Supplied records -
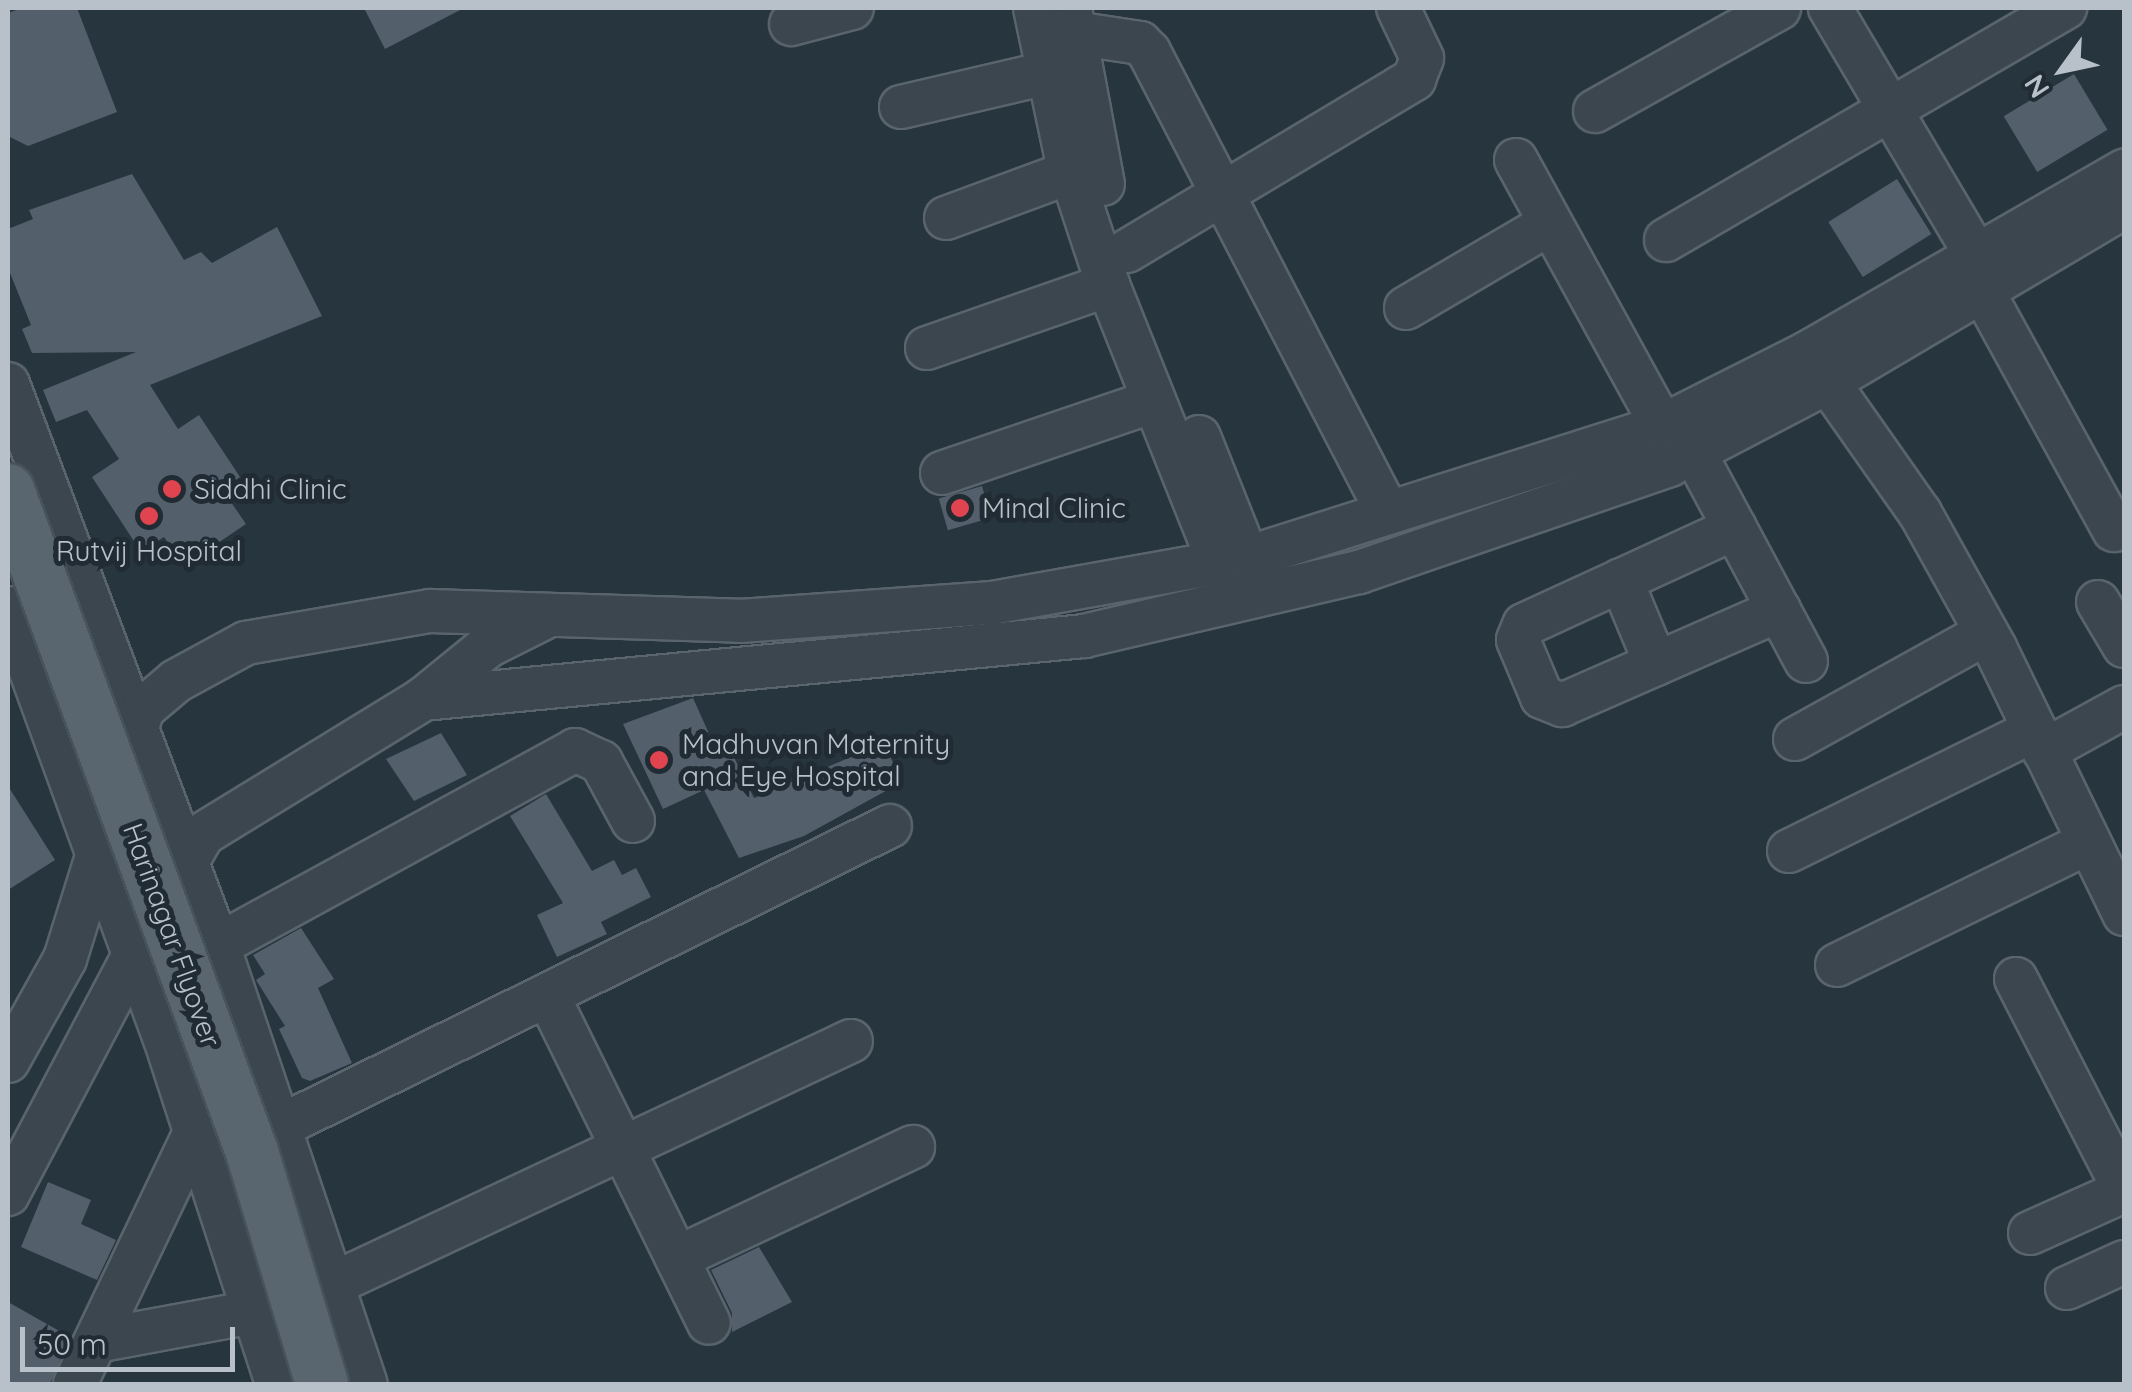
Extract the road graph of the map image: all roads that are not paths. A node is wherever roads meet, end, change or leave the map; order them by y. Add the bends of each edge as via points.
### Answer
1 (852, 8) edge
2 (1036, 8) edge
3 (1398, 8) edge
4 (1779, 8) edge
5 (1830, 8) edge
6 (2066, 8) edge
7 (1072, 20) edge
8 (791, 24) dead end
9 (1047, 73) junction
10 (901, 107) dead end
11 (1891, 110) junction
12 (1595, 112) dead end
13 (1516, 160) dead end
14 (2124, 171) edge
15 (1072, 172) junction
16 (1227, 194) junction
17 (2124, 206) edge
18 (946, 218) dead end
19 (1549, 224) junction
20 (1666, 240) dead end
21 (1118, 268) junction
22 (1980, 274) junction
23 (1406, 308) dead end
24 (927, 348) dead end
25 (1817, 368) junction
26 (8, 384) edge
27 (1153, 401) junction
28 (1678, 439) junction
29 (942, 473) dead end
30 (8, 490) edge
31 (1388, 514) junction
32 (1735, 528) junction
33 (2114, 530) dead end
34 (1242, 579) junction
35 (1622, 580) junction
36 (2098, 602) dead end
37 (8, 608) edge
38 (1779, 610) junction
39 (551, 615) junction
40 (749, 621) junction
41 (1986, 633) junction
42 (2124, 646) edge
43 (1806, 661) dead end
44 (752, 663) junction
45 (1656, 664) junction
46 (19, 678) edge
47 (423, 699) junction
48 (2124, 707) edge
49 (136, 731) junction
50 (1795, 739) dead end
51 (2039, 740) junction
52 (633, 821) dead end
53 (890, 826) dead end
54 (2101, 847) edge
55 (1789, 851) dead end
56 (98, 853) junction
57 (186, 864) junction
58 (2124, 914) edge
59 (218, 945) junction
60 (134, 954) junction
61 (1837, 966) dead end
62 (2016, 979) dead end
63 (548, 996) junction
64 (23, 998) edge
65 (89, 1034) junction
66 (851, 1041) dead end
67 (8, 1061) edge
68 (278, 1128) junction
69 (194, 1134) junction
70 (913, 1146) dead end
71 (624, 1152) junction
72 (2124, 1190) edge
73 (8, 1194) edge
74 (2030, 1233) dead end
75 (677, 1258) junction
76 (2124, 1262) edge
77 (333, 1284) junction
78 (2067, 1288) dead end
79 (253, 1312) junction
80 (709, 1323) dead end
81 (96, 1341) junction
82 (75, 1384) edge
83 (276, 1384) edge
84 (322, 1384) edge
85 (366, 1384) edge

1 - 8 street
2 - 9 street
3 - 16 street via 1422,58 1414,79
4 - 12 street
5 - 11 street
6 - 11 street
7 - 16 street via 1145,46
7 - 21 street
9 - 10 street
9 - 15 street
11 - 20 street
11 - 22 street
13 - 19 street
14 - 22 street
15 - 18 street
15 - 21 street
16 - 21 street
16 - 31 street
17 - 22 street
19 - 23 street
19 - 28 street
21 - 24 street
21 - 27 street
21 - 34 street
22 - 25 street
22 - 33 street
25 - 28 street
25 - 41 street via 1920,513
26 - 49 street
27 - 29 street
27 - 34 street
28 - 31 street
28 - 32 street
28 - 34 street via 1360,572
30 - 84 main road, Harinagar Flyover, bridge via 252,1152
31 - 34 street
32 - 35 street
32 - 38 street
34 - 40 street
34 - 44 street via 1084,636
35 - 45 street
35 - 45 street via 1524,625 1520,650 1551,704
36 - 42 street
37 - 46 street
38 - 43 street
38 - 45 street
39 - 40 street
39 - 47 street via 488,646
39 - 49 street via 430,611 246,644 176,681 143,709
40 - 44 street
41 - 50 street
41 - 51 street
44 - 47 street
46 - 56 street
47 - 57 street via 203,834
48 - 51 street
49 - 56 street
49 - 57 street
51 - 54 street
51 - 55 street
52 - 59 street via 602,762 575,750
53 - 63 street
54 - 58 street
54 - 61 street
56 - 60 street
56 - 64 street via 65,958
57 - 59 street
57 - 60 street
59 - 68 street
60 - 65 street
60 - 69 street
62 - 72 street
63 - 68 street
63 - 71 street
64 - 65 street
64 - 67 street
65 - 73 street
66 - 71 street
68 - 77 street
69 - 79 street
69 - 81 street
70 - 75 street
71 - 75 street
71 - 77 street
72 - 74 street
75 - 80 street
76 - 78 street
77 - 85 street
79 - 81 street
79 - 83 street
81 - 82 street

Your objective - The expected output is every entry, retyped exactly, with all pictures removed.

Solution to the exercise -
Extract the road graph of the map image: all roads that are not paths. A node is wherever roads meet, end, change or leave the map; order them by y. Add the bends of each edge as via points.
### Answer
1 (852, 8) edge
2 (1036, 8) edge
3 (1398, 8) edge
4 (1779, 8) edge
5 (1830, 8) edge
6 (2066, 8) edge
7 (1072, 20) edge
8 (791, 24) dead end
9 (1047, 73) junction
10 (901, 107) dead end
11 (1891, 110) junction
12 (1595, 112) dead end
13 (1516, 160) dead end
14 (2124, 171) edge
15 (1072, 172) junction
16 (1227, 194) junction
17 (2124, 206) edge
18 (946, 218) dead end
19 (1549, 224) junction
20 (1666, 240) dead end
21 (1118, 268) junction
22 (1980, 274) junction
23 (1406, 308) dead end
24 (927, 348) dead end
25 (1817, 368) junction
26 (8, 384) edge
27 (1153, 401) junction
28 (1678, 439) junction
29 (942, 473) dead end
30 (8, 490) edge
31 (1388, 514) junction
32 (1735, 528) junction
33 (2114, 530) dead end
34 (1242, 579) junction
35 (1622, 580) junction
36 (2098, 602) dead end
37 (8, 608) edge
38 (1779, 610) junction
39 (551, 615) junction
40 (749, 621) junction
41 (1986, 633) junction
42 (2124, 646) edge
43 (1806, 661) dead end
44 (752, 663) junction
45 (1656, 664) junction
46 (19, 678) edge
47 (423, 699) junction
48 (2124, 707) edge
49 (136, 731) junction
50 (1795, 739) dead end
51 (2039, 740) junction
52 (633, 821) dead end
53 (890, 826) dead end
54 (2101, 847) edge
55 (1789, 851) dead end
56 (98, 853) junction
57 (186, 864) junction
58 (2124, 914) edge
59 (218, 945) junction
60 (134, 954) junction
61 (1837, 966) dead end
62 (2016, 979) dead end
63 (548, 996) junction
64 (23, 998) edge
65 (89, 1034) junction
66 (851, 1041) dead end
67 (8, 1061) edge
68 (278, 1128) junction
69 (194, 1134) junction
70 (913, 1146) dead end
71 (624, 1152) junction
72 (2124, 1190) edge
73 (8, 1194) edge
74 (2030, 1233) dead end
75 (677, 1258) junction
76 (2124, 1262) edge
77 (333, 1284) junction
78 (2067, 1288) dead end
79 (253, 1312) junction
80 (709, 1323) dead end
81 (96, 1341) junction
82 (75, 1384) edge
83 (276, 1384) edge
84 (322, 1384) edge
85 (366, 1384) edge

1 - 8 street
2 - 9 street
3 - 16 street via 1422,58 1414,79
4 - 12 street
5 - 11 street
6 - 11 street
7 - 16 street via 1145,46
7 - 21 street
9 - 10 street
9 - 15 street
11 - 20 street
11 - 22 street
13 - 19 street
14 - 22 street
15 - 18 street
15 - 21 street
16 - 21 street
16 - 31 street
17 - 22 street
19 - 23 street
19 - 28 street
21 - 24 street
21 - 27 street
21 - 34 street
22 - 25 street
22 - 33 street
25 - 28 street
25 - 41 street via 1920,513
26 - 49 street
27 - 29 street
27 - 34 street
28 - 31 street
28 - 32 street
28 - 34 street via 1360,572
30 - 84 main road, Harinagar Flyover, bridge via 252,1152
31 - 34 street
32 - 35 street
32 - 38 street
34 - 40 street
34 - 44 street via 1084,636
35 - 45 street
35 - 45 street via 1524,625 1520,650 1551,704
36 - 42 street
37 - 46 street
38 - 43 street
38 - 45 street
39 - 40 street
39 - 47 street via 488,646
39 - 49 street via 430,611 246,644 176,681 143,709
40 - 44 street
41 - 50 street
41 - 51 street
44 - 47 street
46 - 56 street
47 - 57 street via 203,834
48 - 51 street
49 - 56 street
49 - 57 street
51 - 54 street
51 - 55 street
52 - 59 street via 602,762 575,750
53 - 63 street
54 - 58 street
54 - 61 street
56 - 60 street
56 - 64 street via 65,958
57 - 59 street
57 - 60 street
59 - 68 street
60 - 65 street
60 - 69 street
62 - 72 street
63 - 68 street
63 - 71 street
64 - 65 street
64 - 67 street
65 - 73 street
66 - 71 street
68 - 77 street
69 - 79 street
69 - 81 street
70 - 75 street
71 - 75 street
71 - 77 street
72 - 74 street
75 - 80 street
76 - 78 street
77 - 85 street
79 - 81 street
79 - 83 street
81 - 82 street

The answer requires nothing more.